For that reason, his time here was a success. That’s the take I’m going with, and it’s not even very hot. If you ask any Eagles fan who suffered through the mid-eighties and into the Chip Kelly era, most would give a figurative arm and leg to win the Super Bowl. That’s all it ever was about, and even if Carson bombed out in 2020, I’d trade a four-win debacle for a shiny ring 100 times out of 100. If every Philadelphia sports championship was followed by five years of dog shit, I’d buy the pooper scooper right now.

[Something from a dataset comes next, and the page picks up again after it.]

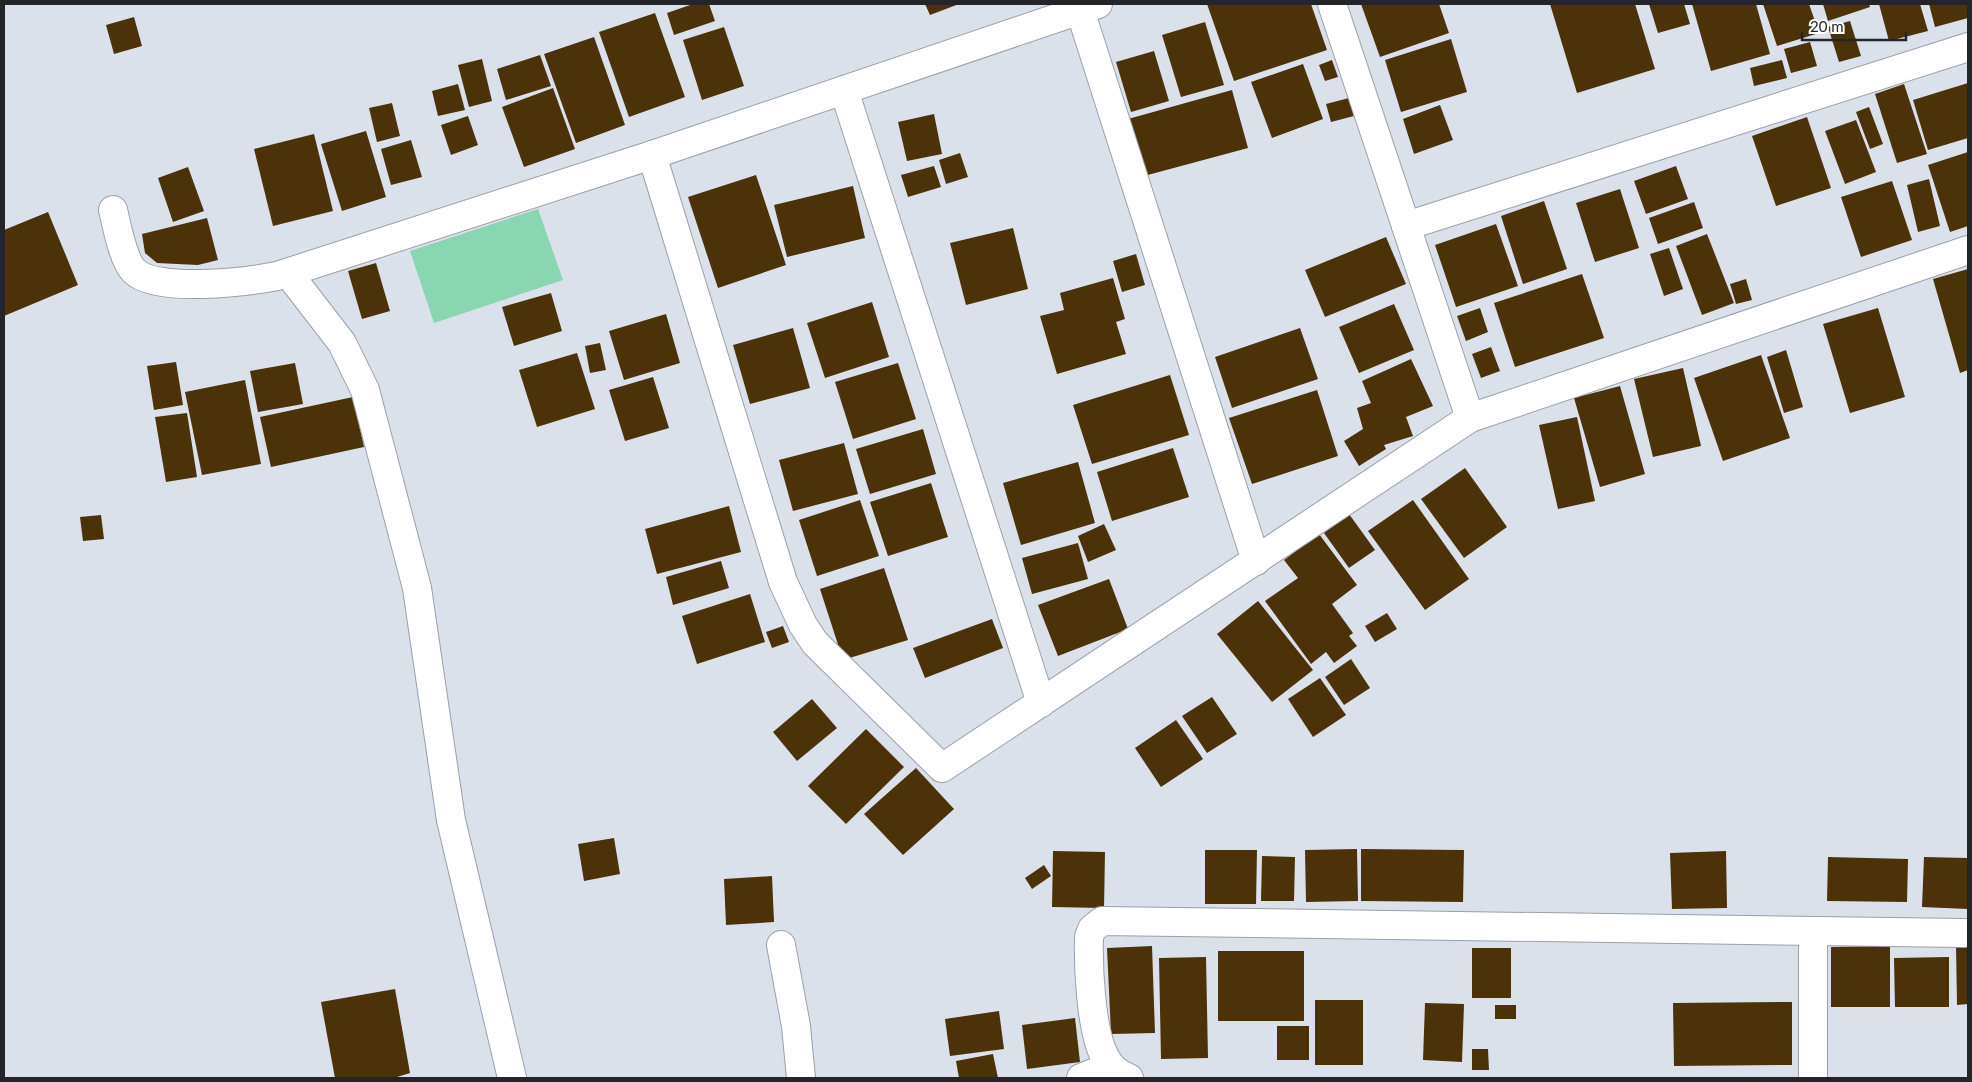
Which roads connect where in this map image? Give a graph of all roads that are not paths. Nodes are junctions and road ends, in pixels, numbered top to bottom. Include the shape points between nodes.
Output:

Maybe you wouldn’t, and that’s alright. People have different opinions on Carson’s time in Philadelphia, though it was disappointing to see so much low-level discourse surrounding the player. You didn’t have to pick between Wentz or Foles. You could support both guys! You didn’t have to pick between Wentz and Hurts or Wentz and Doug Pederson or anything like that. You can admit that he was good in 2017 and awful in 2020. Sports fans are not very good at practicing the concept of “more than one thing can be true,” and that made the typical Wentz discussion unenjoyable and laborious.

And if Carson was a bad teammate, it wasn’t universally believed in that locker room. We put together a list of 13 players who came to his public defense within 12 hours of Joe Santoliquito’s 2019 article being published. Wentz sat with reporters and addressed the article when he did not have to. So even if we’re disappointed in the way he disappeared and did not speak with fans or media following this season, it’s not like that behavior was consistent during his Eagles tenure. From an outside perspective, he seemed like a decent guy who did positive, charitable things in this town and perhaps just didn’t always click with his coaches and teammates. I don’t think that’s anything that should necessarily shock or surprise anybody, because you’d be hard pressed to find a locker room or player/coach situation where things are 100% peachy.

With time, opinions shift and hard feelings subside. We were pissed when Jayson Werth signed with the Nationals, and that’s water under the bridge now. Nobody cares about that. Eric Lindros didn’t have a great relationship with Philadelphia after leaving, and that’s now been repaired as well. I think the longer we go, the more people will be able to fairly evaluate the entirety of Carson’s time in Philadelphia and appreciate his contributions on the 2017 squad.

Ultimately, what we have now is a win/win for both sides. Wentz gets a change of scenery and a fresh start, and the Eagles correct the mistake they made in extending him. It’s a necessary parting of ways that should benefit each party equally. Sometimes it’s as simple as that.

So no, things didn’t work the way we thought when the Birds traded up for Carson back in 2016, at least not over the entirety of this half-decade. But the 2017 season alone was worth it all, and without his contributions that season, I don’t think the Eagles win the Super Bowl.